> [Exercise]:
Tell me, please, how many lines in the records below include the word "Avenue". Give no more than the number.

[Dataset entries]
- - - - -
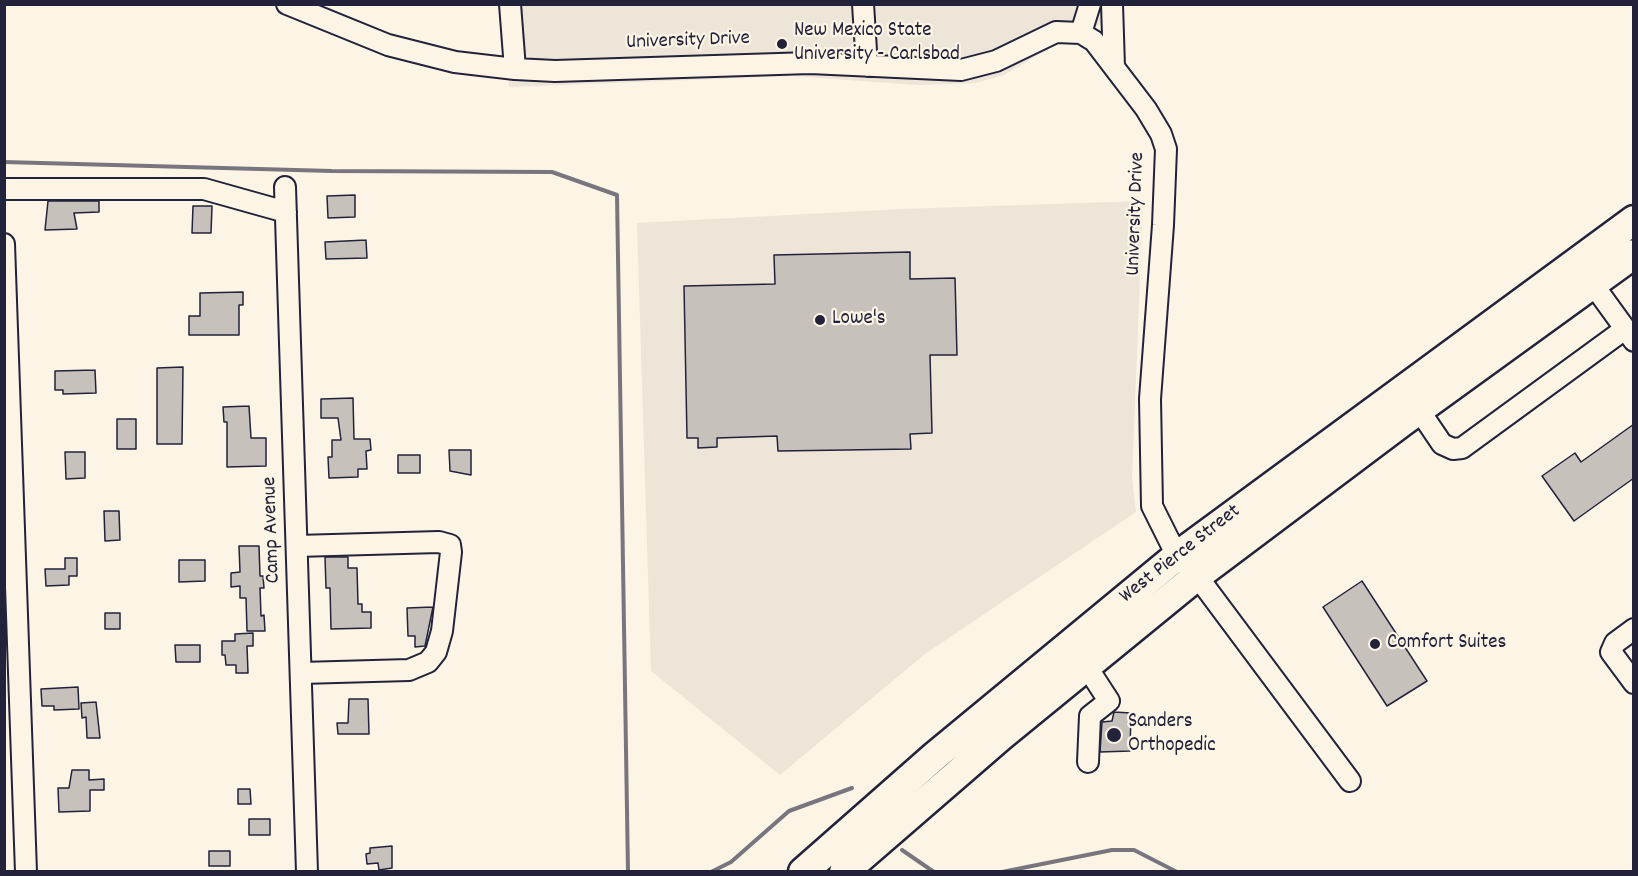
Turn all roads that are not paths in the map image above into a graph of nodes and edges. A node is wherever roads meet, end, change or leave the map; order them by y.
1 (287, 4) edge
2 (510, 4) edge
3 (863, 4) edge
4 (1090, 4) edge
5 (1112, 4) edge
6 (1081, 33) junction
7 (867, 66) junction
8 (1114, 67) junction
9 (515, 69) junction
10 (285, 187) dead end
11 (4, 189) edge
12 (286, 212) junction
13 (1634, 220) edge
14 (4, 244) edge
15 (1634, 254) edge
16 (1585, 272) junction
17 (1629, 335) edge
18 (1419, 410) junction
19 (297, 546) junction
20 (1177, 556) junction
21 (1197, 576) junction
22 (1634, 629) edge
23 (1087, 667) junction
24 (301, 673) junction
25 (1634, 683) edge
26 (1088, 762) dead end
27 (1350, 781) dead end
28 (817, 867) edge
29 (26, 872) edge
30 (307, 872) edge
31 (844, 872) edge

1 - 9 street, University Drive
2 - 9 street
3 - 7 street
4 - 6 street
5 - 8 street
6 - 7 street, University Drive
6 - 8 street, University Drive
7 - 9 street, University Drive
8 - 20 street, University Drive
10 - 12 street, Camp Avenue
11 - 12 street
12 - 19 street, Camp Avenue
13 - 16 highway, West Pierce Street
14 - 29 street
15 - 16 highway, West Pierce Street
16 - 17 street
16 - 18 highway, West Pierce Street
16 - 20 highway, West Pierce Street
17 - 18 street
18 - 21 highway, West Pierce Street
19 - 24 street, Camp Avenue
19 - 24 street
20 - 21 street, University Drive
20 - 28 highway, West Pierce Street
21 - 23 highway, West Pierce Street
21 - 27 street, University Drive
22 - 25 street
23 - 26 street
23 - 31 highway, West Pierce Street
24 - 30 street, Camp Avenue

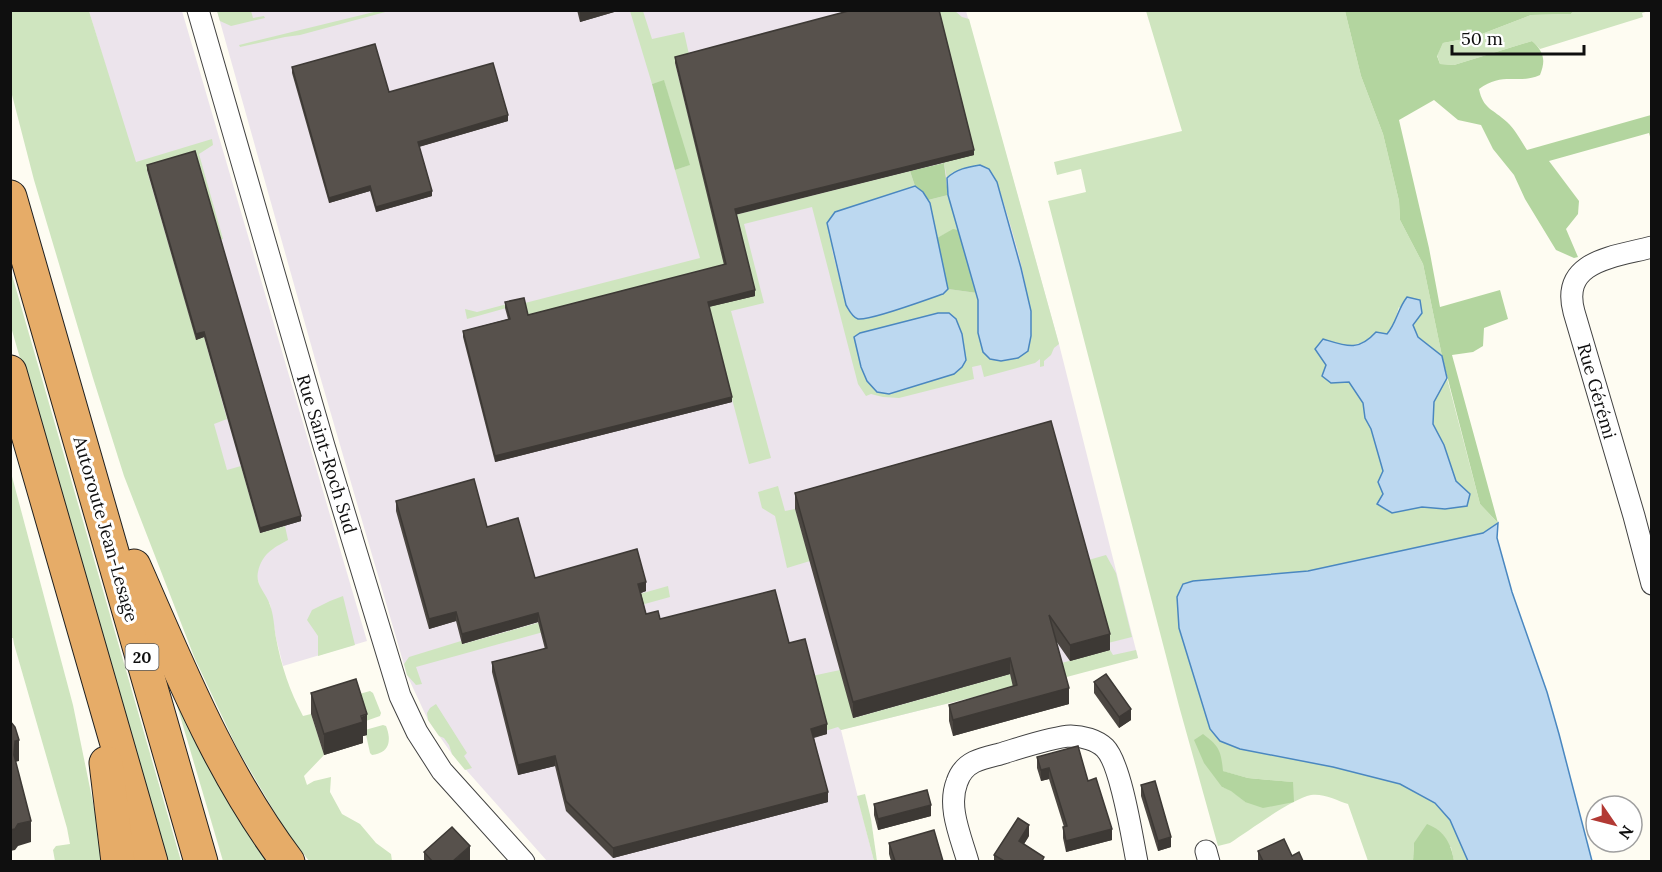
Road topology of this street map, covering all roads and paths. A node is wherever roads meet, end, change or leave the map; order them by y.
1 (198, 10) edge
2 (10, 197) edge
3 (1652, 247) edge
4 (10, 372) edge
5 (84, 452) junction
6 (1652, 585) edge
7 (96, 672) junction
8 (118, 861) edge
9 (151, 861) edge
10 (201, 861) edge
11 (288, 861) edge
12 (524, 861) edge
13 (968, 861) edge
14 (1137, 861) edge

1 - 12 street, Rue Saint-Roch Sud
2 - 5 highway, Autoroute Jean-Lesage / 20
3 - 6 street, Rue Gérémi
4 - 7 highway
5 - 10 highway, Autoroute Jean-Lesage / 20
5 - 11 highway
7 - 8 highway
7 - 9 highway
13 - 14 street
- - - - -
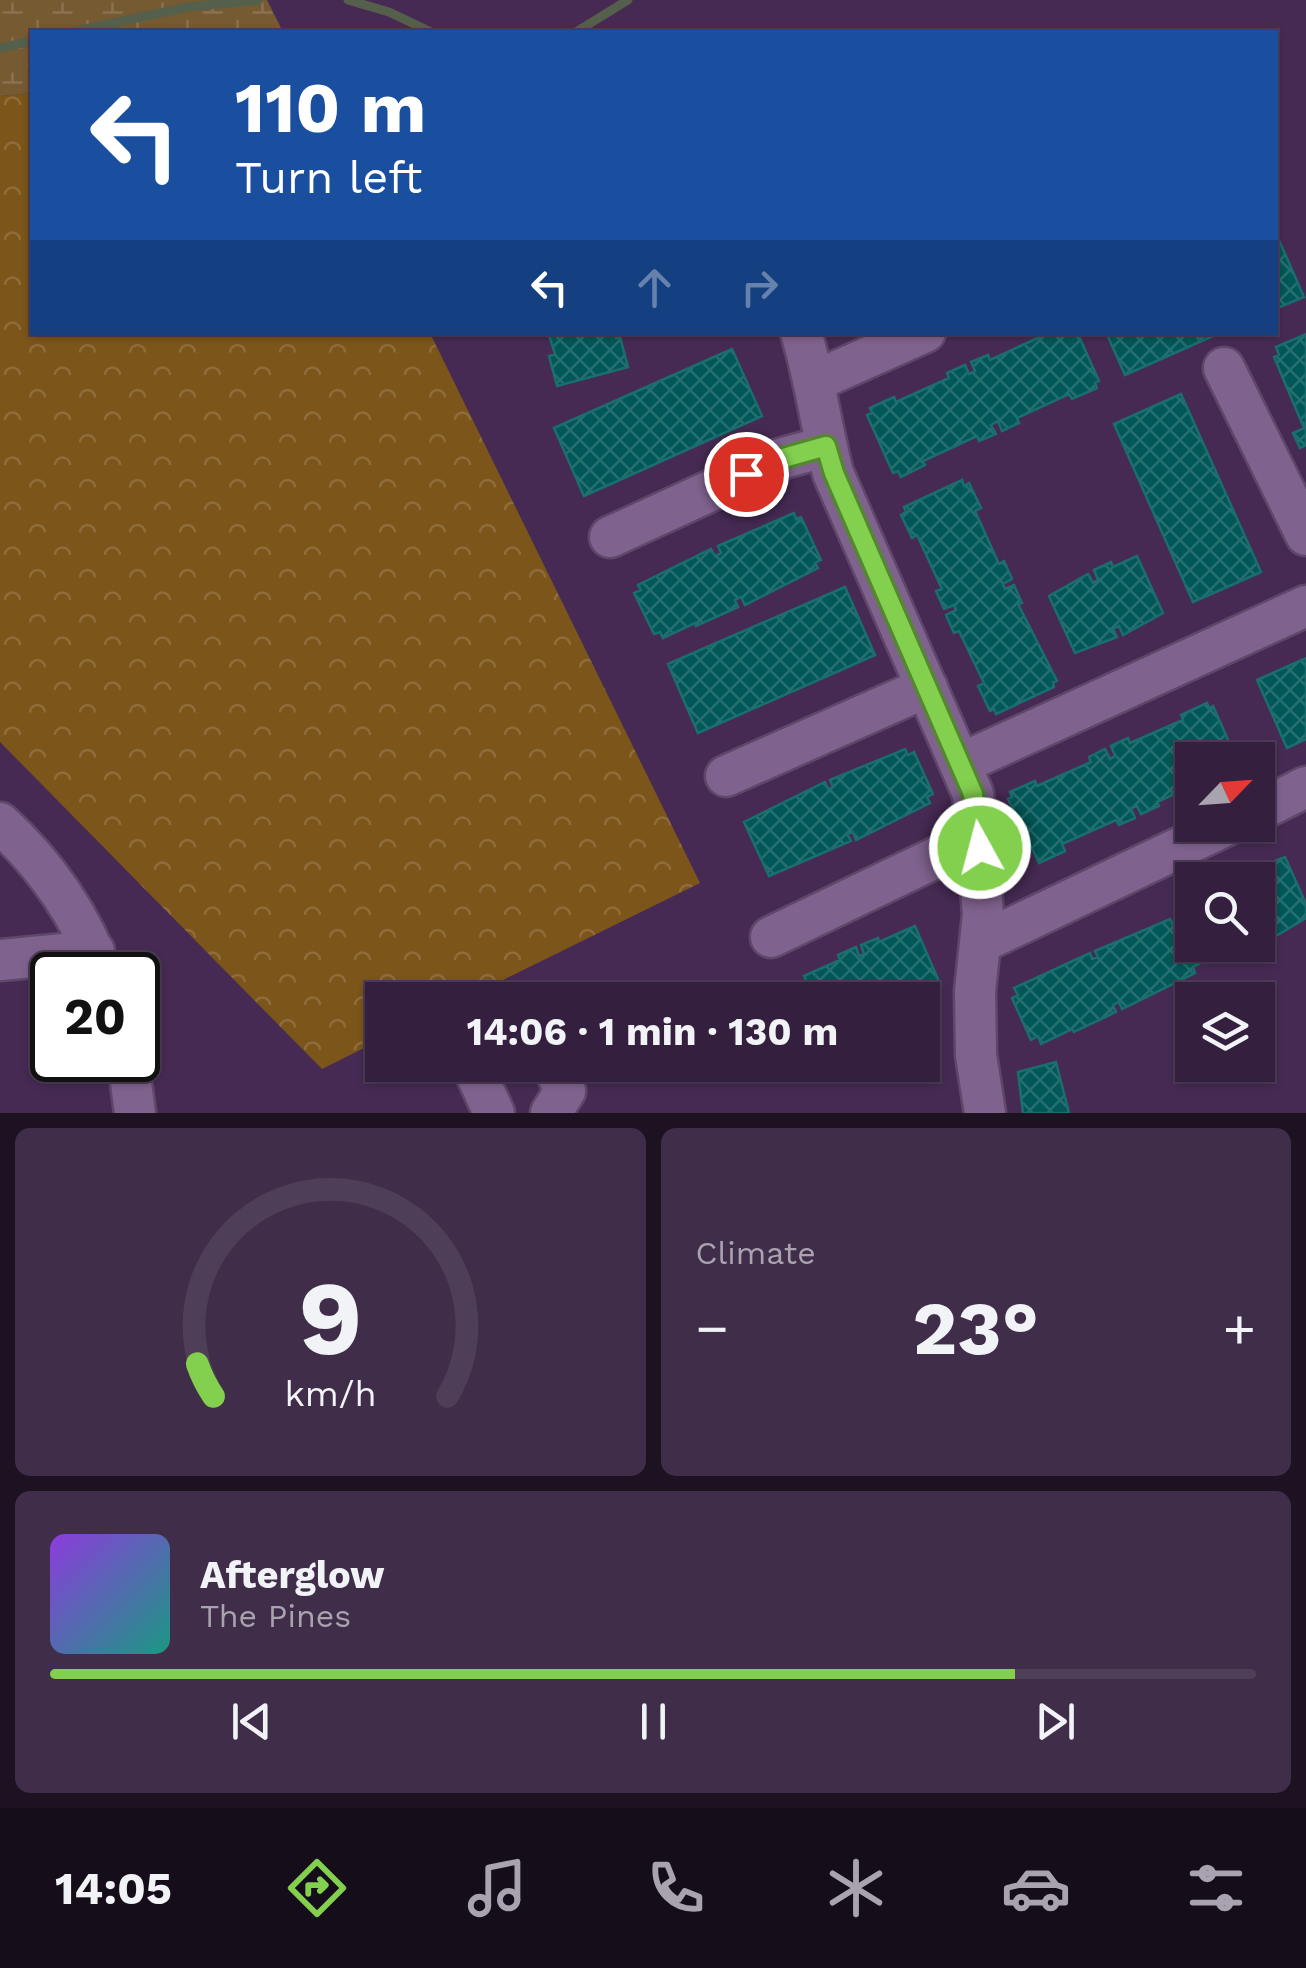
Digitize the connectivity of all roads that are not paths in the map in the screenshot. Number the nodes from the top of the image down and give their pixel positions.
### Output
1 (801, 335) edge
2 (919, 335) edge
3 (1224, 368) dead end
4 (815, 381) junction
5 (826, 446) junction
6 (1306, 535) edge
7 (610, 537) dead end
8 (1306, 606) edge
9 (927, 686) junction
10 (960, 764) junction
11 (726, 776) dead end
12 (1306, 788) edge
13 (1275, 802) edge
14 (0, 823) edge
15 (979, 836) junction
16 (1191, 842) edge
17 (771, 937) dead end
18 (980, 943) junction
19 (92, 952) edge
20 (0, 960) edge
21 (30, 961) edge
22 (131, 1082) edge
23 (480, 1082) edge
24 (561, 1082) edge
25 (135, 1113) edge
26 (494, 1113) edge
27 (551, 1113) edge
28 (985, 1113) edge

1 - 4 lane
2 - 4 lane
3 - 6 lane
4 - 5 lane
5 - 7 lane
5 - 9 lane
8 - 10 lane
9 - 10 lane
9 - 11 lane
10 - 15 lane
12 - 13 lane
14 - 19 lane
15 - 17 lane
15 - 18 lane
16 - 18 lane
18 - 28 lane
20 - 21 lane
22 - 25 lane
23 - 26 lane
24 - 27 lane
- - - - -
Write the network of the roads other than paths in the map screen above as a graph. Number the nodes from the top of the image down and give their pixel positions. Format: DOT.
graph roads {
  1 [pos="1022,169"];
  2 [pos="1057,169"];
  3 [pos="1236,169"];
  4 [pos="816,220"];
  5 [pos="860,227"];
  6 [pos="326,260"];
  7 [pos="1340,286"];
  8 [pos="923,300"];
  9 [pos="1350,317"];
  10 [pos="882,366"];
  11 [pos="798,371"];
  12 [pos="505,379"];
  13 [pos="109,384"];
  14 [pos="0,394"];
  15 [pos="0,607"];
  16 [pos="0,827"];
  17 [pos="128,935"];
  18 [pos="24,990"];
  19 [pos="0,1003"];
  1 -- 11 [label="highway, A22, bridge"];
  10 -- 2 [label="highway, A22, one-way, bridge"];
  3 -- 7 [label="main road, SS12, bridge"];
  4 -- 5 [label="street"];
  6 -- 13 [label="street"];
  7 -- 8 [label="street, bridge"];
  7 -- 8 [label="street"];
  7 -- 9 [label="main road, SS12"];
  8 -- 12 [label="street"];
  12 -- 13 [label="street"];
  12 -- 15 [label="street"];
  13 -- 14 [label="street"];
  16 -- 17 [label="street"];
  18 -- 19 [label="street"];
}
- - - - -
> [Response]:
4